Um: Miguel Tavares, 41 anos, trabalha na construção civil, electricista. Está de folga e sentado a apanhar sol, na Praça da Figueira. À volta, há grupos de jovens a conversar. Taxistas encostados aos carros. Noutra fila, estão estacionados os tuk-tuk. Uma das condutoras diz-nos com convicção que vai votar. É um dia de semana, há gente a entrar e a sair dos autocarros. Faltam seis dias para as eleições. Uma jovem que está na paragem a ler O Retrato de Dorian Gray sorri quando lhe perguntamos: claro que vai votar.

Não é o caso de Miguel Tavares, o primeiro dos abstencionistas com quem nos cruzamos. “Não vou votar, porque não tenho paciência para me levantar e votar.
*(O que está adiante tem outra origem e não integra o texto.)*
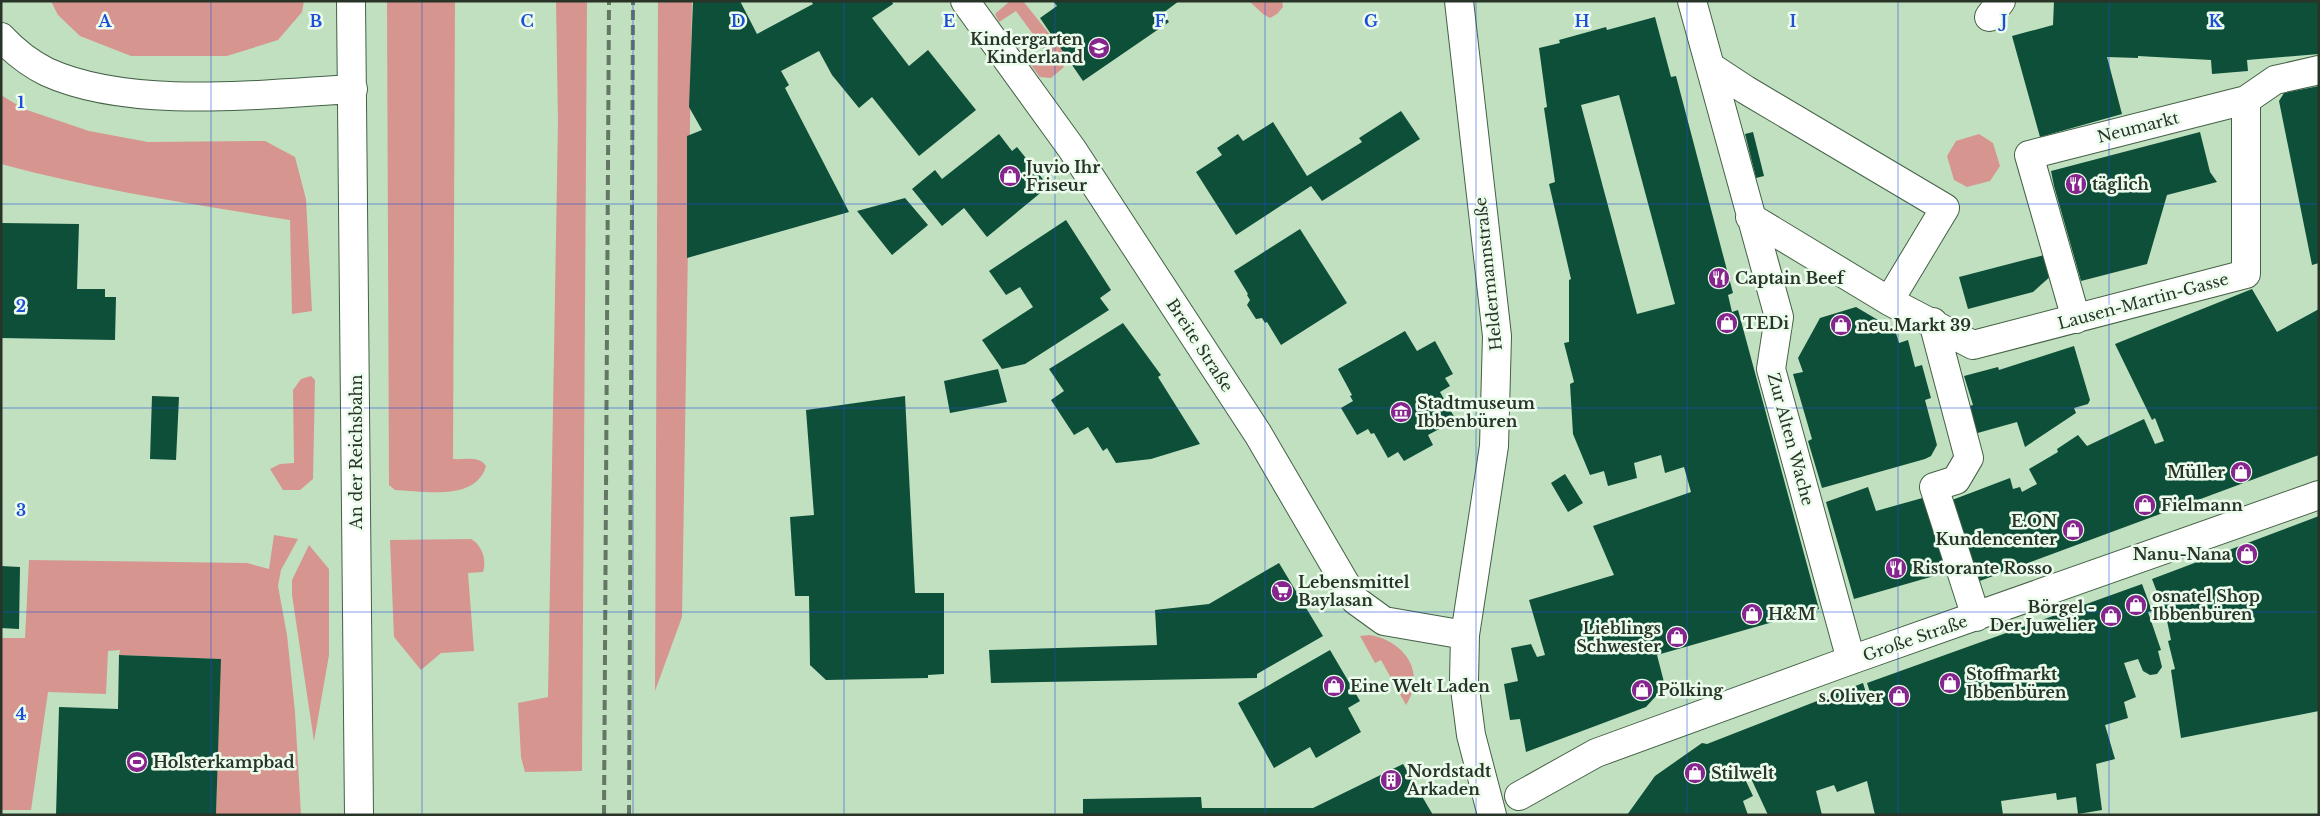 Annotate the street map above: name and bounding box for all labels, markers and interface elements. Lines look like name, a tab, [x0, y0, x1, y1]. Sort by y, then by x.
text: A	[98, 11, 113, 31]
text: B	[310, 11, 323, 31]
text: C	[520, 11, 534, 31]
text: D	[731, 11, 745, 31]
text: E	[943, 11, 955, 31]
text: F	[1154, 11, 1166, 31]
text: G	[1364, 11, 1378, 31]
text: H	[1574, 11, 1590, 31]
text: I	[1790, 11, 1797, 31]
text: J	[1998, 11, 2007, 31]
text: K	[2208, 11, 2222, 31]
place label: Kindergarten Kinderland	[970, 29, 1083, 67]
school or university icon: Kindergarten Kinderland	[1087, 36, 1111, 60]
text: 1	[18, 92, 25, 112]
street label: Neumarkt	[2095, 107, 2181, 147]
place label: Juvio Ihr Friseur	[1023, 157, 1100, 195]
shop icon: Juvio Ihr Friseur	[998, 164, 1022, 188]
restaurant icon: täglich	[2064, 172, 2088, 196]
place label: täglich	[2092, 174, 2150, 194]
street label: Heldermannstraße	[1470, 196, 1506, 352]
restaurant icon: Captain Beef	[1707, 266, 1731, 290]
place label: Captain Beef	[1735, 268, 1846, 288]
street label: Lausen-Martin-Gasse	[2055, 269, 2231, 333]
street label: Breite Straße	[1162, 295, 1238, 395]
text: 2	[16, 296, 26, 316]
shop icon: TEDi	[1715, 311, 1739, 335]
place label: TEDi	[1743, 313, 1789, 333]
shop icon: neu.Markt 39	[1829, 313, 1853, 337]
place label: neu.Markt 39	[1857, 315, 1971, 335]
street label: Zur Alten Wache	[1764, 370, 1818, 508]
street label: An der Reichsbahn	[346, 374, 366, 531]
place label: Stadtmuseum Ibbenbüren	[1417, 393, 1535, 431]
museum icon: Stadtmuseum Ibbenbüren	[1389, 400, 1413, 424]
shop icon: Müller	[2229, 460, 2253, 484]
place label: Müller	[2167, 462, 2225, 482]
shop icon: Fielmann	[2133, 493, 2157, 517]
place label: Fielmann	[2161, 495, 2243, 515]
text: 3	[16, 500, 26, 520]
place label: E.ON Kundencenter	[1935, 511, 2057, 549]
shop icon: E.ON Kundencenter	[2061, 518, 2085, 542]
shop icon: Nanu-Nana	[2235, 542, 2259, 566]
place label: Nanu-Nana	[2133, 544, 2231, 564]
restaurant icon: Ristorante Rosso	[1884, 556, 1908, 580]
place label: Ristorante Rosso	[1912, 558, 2052, 578]
place label: Lebensmittel Baylasan	[1298, 572, 1410, 610]
supermarket icon: Lebensmittel Baylasan	[1270, 579, 1294, 603]
place label: osnatel Shop Ibbenbüren	[2152, 586, 2260, 624]
shop icon: osnatel Shop Ibbenbüren	[2124, 593, 2148, 617]
place label: Börgel - Der Juwelier	[1989, 597, 2095, 635]
shop icon: H&M	[1740, 602, 1764, 626]
place label: H&M	[1768, 604, 1816, 624]
shop icon: Börgel - Der Juwelier	[2099, 604, 2123, 628]
street label: Große Straße	[1860, 611, 1970, 665]
place label: Lieblings Schwester	[1576, 618, 1661, 656]
shop icon: Lieblings Schwester	[1665, 625, 1689, 649]
place label: Stoffmarkt Ibbenbüren	[1966, 664, 2067, 702]
shop icon: Stoffmarkt Ibbenbüren	[1938, 671, 1962, 695]
shop icon: Eine Welt Laden	[1322, 674, 1346, 698]
place label: Eine Welt Laden	[1350, 676, 1490, 696]
shop icon: Pölking	[1630, 678, 1654, 702]
place label: Pölking	[1658, 680, 1724, 700]
shop icon: s.Oliver	[1887, 684, 1911, 708]
place label: s.Oliver	[1819, 686, 1883, 706]
text: 4	[16, 704, 26, 724]
sports icon: Holsterkampbad	[125, 750, 149, 774]
place label: Holsterkampbad	[153, 752, 295, 772]
place label: Nordstadt Arkaden	[1406, 761, 1492, 799]
shop icon: Stilwelt	[1683, 761, 1707, 785]
place label: Stilwelt	[1711, 763, 1775, 783]
building icon: Nordstadt Arkaden	[1379, 768, 1403, 792]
Acho que é por estar desmotivado.” Não acredita que o voto faz a diferença? O cenário que resultou destas legislativas, por exemplo, não o surpreendeu? “O Governo mudou, os resultados vamos ver”, diz de forma sucinta.

Tem família, mulher e três filhos – 12, 15 e 17 anos. Preocupa-se com o futuro deles, mas isso não é suficiente para ir às urnas. “A minha mulher vai votar, pensa que, ao votar, as coisas mudam. Ela vota por mim e depois a gente vê se as coisas mudam ou não.” Já trabalhou na Holanda cinco anos, agora está em Portugal: “Gosto meu país, mas, quando trabalhamos cá, temos de ficar desiludidos. Os salários baixos, a alimentação cara…” Então e isso não são motivos para votar? “Não, não vou”, repete, novamente de forma sucinta.

Dois: Paulo Duarte, 44 anos, taxista. Contamos como o segundo abstencionista, porque nos diz que o mais provável é não ir à mesa de voto. Em toda a vida só o fez três vezes. Mas “depende do ânimo” com que se levantar. É casado, a mulher é cozinheira, tem seis filhas, a mais nova com 11 anos, a mais velha com 28. Não é fácil: “Então não há-de ser difícil? Mas há alguém com uma vida fácil agora?” Mesmo assim, não está com vontade de participar no acto eleitoral: “Não percebo nada do que eles dizem. Não falam para ninguém perceber. E o que dizem hoje não é amanhã. Só falam para ganhar votos.”

Três: Rita Martins, 24 anos, vendedora numa loja de roupa. Está no Rossio, à espera do namorado. Antes de nos cruzarmos com a jovem que tem o 12.º ano, passa um vendedor de cautelas. Rita Martins avisa logo que está com pouco tempo para falar. Resume: “Não vou votar, porque não ligo a isso. Fazer diferença, deve fazer, eu é que não tenho tempo, nem paciência. Nunca votei.” Mas é por estar desiludida? “Não é por desilusão, é porque não faço ideia, não percebo nada de nada, não percebo nada de política.” Não viu os debates televisivos entre os candidatos, não leu os jornais: “Não é uma coisa com que perca tempo.” O que a move? Trabalhar, sair com os amigos, namorar, enumera.

Política e amor
Quatro: Maria da Luz Timóteo, 88 anos, reformada. Está sentada num banco no Rossio, a bengala à frente. Acabou de comer castanhas assadas, diz que estavam muito boas e que está muito bem ali, ao sol. Votar? “Oh, já não estou para essas coisas, tenho 88 anos.” O caso desta antiga costureira, que começou a trabalhar aos 11, é, porém, diferente. Fala do PCP como o partido que adora, foi casada com um antigo militante que chegou a ser preso pela PIDE. Ficou viúva nova, há tanto tempo que já nem se lembra. O marido chamava-se César da Fraternidade, era 24 anos mais velho. Primo em segundo grau, padrinho, homem. “Aquele homem foi tudo na minha vida. Era muito amoroso, carinhoso.”

A política nunca lhe foi indiferente ao longo da vida, é só agora, diz. Agora é que já não está para sair e votar. Em casa, onde vive com o gato, vai vendo televisão, mas não sabe o nome do candidato apoiado pelos comunistas e no qual votaria, se fossem outros tempos. Só sabe o da direita: “Rebelo de Sousa.”